On November 4, CMS' Program Integrity Enhancements to the Provider Enrollment Process final rule goes into effect.
The "Affiliates" provision of this rule requires Medicare, Medicaid and CHIP providers to disclose to CMS any affiliations with organizations that have had a "disclosable event." Providers who fail to make these disclosures can be denied enrollment - or have their enrollment revoked. The purpose of this new process is to stop fraud and help CMS find parties that have committed fraud.
What's an "affiliation"?
There are five ways a provider can have an "affiliation' with an organization:
- a 5% or more direct or indirect ownership interest in another organization
- a general or limited partnership interest (of any percentage) in another organization
- an interest in which an individual or entity exercises "operational or managerial control over, or directly or indirectly conducts, the day-to-day operations of another organization," by contract of another arrangement. This includes sole proprietorships.
- when an individual is acting as officer or director of a corporation
- a reassignment or payment assignment relationship
What's a "disclosable event"?
Providers must disclose "affiliations" within the past five years to CMS if the affiliated organization has a "disclosable event:"
- current uncollected debt owed to Medicare, Medicaid or CHIP
- current or prior payment suspension
- current or prior OIG exclusions
- Medicare, Medicaid or CHIP enrollment denial, revocation or termination
When does this go into effect?
CMS has adopted a "phased-in" approach to implementing the affiliation disclosure requirements:
- After the final rule's November 4, 2019 effective date, and after CMS updates Form CMS-855, CMS will begin requesting certain providers and suppliers to disclose all affiliations.
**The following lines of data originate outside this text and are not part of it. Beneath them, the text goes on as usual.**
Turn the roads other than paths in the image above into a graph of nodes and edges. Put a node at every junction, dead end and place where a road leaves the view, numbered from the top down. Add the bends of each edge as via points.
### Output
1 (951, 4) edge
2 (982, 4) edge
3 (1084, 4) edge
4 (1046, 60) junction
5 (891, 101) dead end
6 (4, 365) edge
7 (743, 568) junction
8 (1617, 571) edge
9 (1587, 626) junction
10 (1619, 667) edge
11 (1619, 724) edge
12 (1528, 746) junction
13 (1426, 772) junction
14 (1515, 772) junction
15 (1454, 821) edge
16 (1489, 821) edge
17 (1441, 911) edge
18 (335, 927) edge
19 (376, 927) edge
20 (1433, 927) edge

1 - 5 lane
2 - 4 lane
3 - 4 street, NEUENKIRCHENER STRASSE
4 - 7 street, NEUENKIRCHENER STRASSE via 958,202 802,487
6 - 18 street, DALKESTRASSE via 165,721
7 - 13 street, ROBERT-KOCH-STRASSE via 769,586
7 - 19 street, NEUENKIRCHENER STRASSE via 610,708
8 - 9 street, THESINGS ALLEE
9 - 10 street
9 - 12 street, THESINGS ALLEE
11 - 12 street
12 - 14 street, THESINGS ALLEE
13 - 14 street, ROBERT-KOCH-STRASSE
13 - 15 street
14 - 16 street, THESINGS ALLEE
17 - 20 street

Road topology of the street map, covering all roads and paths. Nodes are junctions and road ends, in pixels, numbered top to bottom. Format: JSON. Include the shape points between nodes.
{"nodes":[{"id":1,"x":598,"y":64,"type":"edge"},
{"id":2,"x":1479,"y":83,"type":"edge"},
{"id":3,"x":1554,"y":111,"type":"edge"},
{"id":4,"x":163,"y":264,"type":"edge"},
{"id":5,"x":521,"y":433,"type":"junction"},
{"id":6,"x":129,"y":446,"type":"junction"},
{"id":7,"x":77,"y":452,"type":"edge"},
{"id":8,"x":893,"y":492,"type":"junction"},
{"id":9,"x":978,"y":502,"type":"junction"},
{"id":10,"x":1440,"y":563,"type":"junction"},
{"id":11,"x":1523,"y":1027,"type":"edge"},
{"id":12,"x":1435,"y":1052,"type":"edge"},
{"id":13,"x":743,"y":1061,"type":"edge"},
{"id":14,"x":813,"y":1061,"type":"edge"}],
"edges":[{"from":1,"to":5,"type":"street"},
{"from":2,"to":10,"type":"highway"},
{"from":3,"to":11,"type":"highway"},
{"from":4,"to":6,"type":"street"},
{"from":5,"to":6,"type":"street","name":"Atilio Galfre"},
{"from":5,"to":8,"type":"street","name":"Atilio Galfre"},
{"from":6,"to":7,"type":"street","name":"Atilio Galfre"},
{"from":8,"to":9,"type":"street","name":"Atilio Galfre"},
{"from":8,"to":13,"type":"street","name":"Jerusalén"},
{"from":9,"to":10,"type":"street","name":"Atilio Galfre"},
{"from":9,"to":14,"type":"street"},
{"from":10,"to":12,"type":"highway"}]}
CMS will make these requests only when it determines that a provider or supplier has at least one affiliation with a disclosable event.
- After public comment on "potential approaches for obtaining affiliation information... in terms of timing, mechanism, and priority," CMS will publish a new proposed rule outlining additional procedures for handling affiliation disclosures. After the final rule, the disclosure requirements will go into effect.
What do we do?
Start evaluating your screening processes and be prepared to identify affiliates and determine if they have disclosable events.
This is easier said than done - as Michael Rosen from ProviderTrust adds: "Currently, there are no public databases of Medicare payment suspensions or revocations for healthcare providers to evaluate...."
Look for further guidance from CMS, which is asking for further comment on the best way to collect and report this information. Hopefully this guidance will clarify some of the challenges providers and suppliers face with complying with this new rule.
Work on developing or streamlining your processes to gather information about and screen your affiliates.
Finally, polish your excluded provider screening process and make sure that it includes affiliates.